Data entries:
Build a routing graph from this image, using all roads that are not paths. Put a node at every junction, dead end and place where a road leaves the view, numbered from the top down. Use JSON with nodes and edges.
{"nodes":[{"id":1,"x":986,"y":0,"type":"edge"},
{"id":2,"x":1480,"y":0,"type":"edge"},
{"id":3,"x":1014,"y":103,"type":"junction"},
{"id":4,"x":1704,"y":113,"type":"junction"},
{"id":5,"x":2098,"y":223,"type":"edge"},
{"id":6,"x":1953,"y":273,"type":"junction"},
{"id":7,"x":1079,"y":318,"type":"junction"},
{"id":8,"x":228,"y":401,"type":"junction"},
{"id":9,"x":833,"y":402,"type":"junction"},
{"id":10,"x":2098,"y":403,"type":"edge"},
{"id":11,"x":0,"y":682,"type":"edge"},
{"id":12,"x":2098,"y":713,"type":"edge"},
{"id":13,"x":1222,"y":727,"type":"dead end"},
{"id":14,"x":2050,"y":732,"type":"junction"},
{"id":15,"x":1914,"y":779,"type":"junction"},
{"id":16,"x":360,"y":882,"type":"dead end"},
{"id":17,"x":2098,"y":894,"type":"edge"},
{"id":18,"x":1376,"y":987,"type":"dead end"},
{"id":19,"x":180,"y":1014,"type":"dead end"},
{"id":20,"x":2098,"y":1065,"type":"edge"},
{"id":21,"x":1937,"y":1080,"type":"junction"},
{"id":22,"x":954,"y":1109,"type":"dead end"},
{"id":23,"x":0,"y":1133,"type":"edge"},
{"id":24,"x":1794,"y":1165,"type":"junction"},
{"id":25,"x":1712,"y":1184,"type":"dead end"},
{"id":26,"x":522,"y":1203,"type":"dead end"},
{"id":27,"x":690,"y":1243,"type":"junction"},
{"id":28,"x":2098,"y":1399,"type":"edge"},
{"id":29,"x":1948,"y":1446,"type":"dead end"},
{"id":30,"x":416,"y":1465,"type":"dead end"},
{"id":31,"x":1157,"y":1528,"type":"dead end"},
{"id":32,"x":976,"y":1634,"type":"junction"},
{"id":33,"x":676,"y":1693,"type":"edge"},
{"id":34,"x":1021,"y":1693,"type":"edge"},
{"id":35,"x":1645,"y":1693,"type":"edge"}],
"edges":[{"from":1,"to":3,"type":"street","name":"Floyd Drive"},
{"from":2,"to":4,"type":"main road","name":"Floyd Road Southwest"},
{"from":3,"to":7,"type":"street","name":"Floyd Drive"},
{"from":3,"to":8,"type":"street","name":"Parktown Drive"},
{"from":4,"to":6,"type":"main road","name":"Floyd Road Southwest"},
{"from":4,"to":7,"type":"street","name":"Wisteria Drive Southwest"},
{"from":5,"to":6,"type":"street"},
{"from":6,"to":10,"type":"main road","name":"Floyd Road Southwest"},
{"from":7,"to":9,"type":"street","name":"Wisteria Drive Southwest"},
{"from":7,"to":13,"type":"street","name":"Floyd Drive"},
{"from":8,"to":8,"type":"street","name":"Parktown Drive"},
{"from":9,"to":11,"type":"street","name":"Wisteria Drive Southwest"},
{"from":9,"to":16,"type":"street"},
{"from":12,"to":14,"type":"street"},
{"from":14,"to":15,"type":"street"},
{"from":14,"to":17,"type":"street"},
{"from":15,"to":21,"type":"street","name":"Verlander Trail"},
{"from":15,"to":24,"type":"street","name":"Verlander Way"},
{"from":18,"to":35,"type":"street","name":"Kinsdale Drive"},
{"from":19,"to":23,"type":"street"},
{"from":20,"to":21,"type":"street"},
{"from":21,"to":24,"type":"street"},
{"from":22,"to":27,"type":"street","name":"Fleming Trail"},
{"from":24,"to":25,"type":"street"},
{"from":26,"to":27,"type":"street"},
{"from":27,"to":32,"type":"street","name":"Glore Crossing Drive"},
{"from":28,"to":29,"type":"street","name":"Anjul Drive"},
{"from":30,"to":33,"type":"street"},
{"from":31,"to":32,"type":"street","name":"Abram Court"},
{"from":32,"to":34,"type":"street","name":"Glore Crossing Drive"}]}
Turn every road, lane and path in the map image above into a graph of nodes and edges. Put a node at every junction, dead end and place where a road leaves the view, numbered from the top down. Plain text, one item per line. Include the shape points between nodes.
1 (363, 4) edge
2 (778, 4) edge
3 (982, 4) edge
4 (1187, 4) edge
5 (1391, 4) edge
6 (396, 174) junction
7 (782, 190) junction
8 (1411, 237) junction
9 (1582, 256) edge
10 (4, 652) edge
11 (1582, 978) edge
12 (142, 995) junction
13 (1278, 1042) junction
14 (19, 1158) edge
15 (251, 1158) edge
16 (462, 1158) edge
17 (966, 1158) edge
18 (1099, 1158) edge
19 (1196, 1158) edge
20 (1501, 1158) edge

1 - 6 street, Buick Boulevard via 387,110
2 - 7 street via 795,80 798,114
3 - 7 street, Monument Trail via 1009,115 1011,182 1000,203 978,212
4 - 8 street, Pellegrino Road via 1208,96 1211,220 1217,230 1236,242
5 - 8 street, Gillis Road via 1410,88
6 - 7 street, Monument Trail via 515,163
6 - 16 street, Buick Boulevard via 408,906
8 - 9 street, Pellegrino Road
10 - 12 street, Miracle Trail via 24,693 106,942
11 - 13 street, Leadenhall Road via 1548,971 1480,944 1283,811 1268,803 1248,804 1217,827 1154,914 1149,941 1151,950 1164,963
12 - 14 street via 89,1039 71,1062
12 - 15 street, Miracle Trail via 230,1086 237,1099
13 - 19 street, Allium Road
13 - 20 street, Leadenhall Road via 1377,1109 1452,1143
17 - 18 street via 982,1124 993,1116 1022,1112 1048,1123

INSTRUCTIONS FOR THE TASK —
If a line in the records contains the word "view", copy it.

RESPONSE TO THIS EXERCISE —
Build a routing graph from this image, using all roads that are not paths. Put a node at every junction, dead end and place where a road leaves the view, numbered from the top down. Use JSON with nodes and edges.
Turn every road, lane and path in the map image above into a graph of nodes and edges. Put a node at every junction, dead end and place where a road leaves the view, numbered from the top down. Plain text, one item per line. Include the shape points between nodes.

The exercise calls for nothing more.